### [Your goal]
The answer must consist of each line below that holds the word "Travessa", copied as it stands.

── Provided material

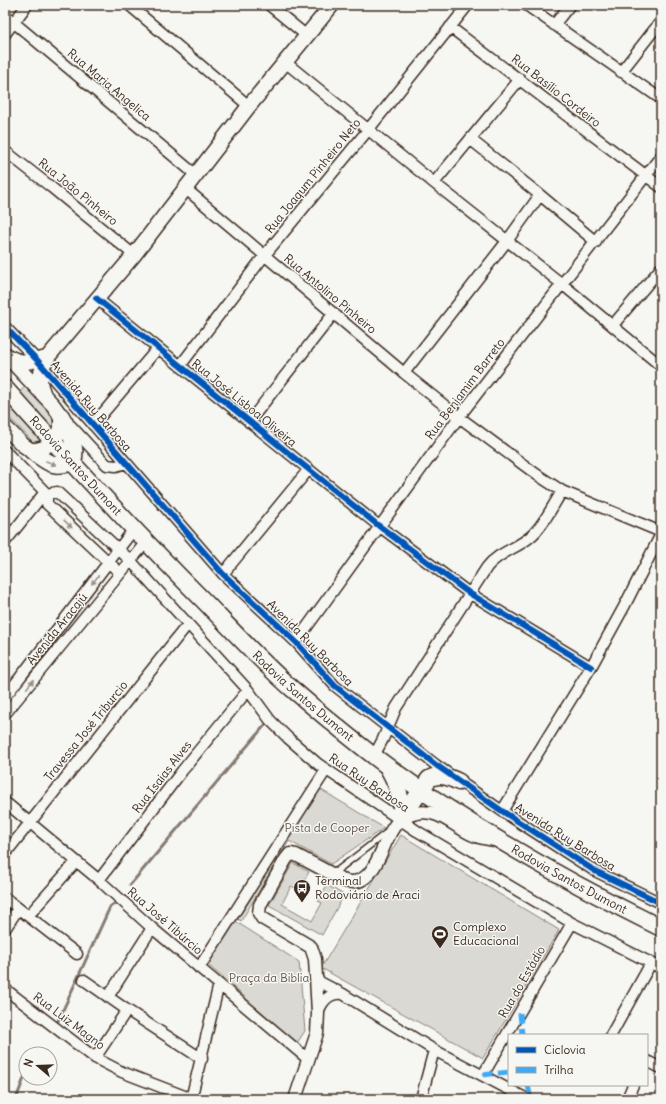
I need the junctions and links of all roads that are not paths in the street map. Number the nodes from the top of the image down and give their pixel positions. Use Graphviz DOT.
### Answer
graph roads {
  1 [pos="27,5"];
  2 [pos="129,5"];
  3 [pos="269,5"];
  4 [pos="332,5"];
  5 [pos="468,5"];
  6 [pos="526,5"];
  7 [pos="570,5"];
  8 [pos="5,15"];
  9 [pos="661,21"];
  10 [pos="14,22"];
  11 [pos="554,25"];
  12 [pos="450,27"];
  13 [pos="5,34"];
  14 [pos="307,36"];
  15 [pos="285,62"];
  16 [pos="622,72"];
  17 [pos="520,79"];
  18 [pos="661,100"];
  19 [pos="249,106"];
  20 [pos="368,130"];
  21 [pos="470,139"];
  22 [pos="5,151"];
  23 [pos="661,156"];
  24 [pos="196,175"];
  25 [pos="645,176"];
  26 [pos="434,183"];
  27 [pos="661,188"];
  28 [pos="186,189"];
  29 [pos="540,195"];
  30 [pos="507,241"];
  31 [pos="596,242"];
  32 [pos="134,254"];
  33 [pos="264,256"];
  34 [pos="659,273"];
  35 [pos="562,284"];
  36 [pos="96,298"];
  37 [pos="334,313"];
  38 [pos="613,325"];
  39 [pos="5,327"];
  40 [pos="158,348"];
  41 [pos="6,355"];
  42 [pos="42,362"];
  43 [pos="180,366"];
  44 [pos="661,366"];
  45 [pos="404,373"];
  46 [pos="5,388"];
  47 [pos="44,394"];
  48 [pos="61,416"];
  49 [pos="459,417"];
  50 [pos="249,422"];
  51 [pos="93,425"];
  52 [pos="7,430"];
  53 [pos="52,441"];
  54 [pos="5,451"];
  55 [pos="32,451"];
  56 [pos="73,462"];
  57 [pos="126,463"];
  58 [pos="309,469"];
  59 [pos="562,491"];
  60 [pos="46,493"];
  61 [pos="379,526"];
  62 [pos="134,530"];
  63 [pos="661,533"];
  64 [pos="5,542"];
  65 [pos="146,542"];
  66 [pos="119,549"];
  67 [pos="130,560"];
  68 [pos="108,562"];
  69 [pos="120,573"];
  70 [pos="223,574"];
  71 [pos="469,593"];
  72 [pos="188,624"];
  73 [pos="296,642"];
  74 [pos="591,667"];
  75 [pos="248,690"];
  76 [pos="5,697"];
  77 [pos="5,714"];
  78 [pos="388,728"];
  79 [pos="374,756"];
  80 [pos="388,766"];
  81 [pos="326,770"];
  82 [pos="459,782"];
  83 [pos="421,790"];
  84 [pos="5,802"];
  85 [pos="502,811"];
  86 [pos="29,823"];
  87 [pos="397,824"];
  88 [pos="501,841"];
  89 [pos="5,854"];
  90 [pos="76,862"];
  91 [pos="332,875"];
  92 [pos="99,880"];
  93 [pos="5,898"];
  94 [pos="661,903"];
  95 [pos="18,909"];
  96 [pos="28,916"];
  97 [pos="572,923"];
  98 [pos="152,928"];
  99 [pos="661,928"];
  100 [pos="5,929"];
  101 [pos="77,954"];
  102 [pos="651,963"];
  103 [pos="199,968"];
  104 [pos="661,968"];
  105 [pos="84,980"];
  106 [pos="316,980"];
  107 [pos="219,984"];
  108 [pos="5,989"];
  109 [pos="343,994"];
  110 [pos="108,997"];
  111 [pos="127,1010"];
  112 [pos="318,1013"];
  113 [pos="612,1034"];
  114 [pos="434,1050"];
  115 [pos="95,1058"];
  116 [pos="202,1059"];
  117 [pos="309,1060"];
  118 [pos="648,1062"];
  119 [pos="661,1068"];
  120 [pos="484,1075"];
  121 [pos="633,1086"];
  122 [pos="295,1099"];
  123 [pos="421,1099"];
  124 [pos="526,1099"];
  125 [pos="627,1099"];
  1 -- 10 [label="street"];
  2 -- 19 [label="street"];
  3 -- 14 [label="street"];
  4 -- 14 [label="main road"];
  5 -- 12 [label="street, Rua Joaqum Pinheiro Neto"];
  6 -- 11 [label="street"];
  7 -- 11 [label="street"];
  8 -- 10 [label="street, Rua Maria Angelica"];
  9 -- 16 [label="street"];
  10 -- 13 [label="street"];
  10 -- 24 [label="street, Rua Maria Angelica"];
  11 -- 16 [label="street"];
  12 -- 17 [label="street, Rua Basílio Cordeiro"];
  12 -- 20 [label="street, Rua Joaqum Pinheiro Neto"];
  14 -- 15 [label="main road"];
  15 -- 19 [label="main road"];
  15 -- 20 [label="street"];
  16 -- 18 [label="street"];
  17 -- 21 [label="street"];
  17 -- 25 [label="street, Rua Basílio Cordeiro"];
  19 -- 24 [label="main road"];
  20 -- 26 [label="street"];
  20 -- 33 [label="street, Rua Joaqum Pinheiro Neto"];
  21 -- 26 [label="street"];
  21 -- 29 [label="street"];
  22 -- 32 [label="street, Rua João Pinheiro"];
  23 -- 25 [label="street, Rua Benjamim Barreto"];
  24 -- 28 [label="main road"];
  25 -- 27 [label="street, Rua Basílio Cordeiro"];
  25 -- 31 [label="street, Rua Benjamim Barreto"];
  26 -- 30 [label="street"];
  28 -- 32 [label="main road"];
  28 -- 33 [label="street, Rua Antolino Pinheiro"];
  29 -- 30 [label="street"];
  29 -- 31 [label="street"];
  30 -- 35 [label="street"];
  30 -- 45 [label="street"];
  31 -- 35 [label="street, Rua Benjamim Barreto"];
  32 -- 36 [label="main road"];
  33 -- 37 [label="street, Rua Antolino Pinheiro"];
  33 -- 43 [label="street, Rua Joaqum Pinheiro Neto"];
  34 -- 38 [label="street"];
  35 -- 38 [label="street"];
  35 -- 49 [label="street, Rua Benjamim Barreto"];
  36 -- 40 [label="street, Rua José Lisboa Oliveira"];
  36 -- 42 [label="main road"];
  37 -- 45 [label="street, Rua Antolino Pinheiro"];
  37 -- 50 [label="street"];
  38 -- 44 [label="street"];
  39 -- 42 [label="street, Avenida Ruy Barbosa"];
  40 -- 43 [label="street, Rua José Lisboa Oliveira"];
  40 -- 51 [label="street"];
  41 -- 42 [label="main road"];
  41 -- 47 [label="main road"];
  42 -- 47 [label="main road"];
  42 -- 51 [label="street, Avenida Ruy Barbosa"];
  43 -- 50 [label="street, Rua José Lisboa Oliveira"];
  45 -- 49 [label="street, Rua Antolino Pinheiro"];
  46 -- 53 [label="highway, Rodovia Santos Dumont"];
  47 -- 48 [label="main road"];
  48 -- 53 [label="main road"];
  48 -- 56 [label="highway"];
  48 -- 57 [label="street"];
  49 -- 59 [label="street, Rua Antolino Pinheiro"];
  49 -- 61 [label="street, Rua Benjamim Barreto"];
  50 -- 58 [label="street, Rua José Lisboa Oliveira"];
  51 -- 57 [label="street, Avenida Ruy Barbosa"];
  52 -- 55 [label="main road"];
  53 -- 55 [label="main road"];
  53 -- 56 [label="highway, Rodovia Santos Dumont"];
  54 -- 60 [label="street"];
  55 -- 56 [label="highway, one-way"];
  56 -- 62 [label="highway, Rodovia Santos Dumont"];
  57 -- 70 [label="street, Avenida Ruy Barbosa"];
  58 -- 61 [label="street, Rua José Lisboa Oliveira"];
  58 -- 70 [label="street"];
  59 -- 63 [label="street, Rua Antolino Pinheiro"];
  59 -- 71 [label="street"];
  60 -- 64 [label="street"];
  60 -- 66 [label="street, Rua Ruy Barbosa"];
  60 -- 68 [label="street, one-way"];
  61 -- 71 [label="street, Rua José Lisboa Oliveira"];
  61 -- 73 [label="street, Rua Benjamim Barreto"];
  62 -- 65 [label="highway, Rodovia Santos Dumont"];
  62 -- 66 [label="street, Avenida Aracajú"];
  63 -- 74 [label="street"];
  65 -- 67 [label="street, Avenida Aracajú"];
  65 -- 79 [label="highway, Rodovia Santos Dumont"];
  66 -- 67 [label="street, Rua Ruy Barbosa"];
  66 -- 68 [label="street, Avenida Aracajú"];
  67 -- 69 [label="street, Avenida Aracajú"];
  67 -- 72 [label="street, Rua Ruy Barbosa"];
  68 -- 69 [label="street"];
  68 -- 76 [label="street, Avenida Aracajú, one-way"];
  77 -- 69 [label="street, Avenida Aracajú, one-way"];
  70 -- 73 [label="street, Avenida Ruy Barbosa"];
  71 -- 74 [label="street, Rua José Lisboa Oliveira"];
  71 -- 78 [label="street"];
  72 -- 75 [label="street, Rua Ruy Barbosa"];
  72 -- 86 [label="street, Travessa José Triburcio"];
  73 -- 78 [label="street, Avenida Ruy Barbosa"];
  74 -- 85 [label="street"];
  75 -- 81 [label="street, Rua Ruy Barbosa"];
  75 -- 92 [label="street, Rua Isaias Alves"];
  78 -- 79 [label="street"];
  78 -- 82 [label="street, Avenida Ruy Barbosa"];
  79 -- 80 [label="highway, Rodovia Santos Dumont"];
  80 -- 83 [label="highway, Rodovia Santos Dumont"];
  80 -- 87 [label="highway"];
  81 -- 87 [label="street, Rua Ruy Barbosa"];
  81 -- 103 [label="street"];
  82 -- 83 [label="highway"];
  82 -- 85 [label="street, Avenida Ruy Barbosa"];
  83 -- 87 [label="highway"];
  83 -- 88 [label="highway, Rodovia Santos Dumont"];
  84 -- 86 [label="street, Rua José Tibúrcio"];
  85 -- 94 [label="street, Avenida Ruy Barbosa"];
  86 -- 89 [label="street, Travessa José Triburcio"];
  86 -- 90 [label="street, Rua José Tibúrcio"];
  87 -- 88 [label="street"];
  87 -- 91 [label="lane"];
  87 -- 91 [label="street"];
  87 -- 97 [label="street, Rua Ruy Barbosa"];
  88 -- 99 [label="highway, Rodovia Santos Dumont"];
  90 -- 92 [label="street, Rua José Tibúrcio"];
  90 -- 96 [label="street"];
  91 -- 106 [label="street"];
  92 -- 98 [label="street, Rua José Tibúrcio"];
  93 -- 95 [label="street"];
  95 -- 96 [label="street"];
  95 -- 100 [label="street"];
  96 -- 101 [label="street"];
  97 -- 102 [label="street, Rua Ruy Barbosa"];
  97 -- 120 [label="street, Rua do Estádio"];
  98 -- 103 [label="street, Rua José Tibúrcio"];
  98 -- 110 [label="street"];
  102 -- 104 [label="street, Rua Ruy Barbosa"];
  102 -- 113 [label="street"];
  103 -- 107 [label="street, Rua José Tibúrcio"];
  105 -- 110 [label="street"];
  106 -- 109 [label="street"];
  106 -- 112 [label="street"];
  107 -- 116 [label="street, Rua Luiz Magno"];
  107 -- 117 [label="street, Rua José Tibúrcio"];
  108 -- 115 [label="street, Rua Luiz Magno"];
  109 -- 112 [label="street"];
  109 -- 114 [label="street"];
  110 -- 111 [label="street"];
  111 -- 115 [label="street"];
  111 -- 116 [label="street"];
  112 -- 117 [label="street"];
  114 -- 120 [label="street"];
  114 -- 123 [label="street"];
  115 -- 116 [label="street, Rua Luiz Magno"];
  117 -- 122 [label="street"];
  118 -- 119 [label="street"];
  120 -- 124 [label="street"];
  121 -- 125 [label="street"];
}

────

### [Expected output]
  72 -- 86 [label="street, Travessa José Triburcio"];
  86 -- 89 [label="street, Travessa José Triburcio"];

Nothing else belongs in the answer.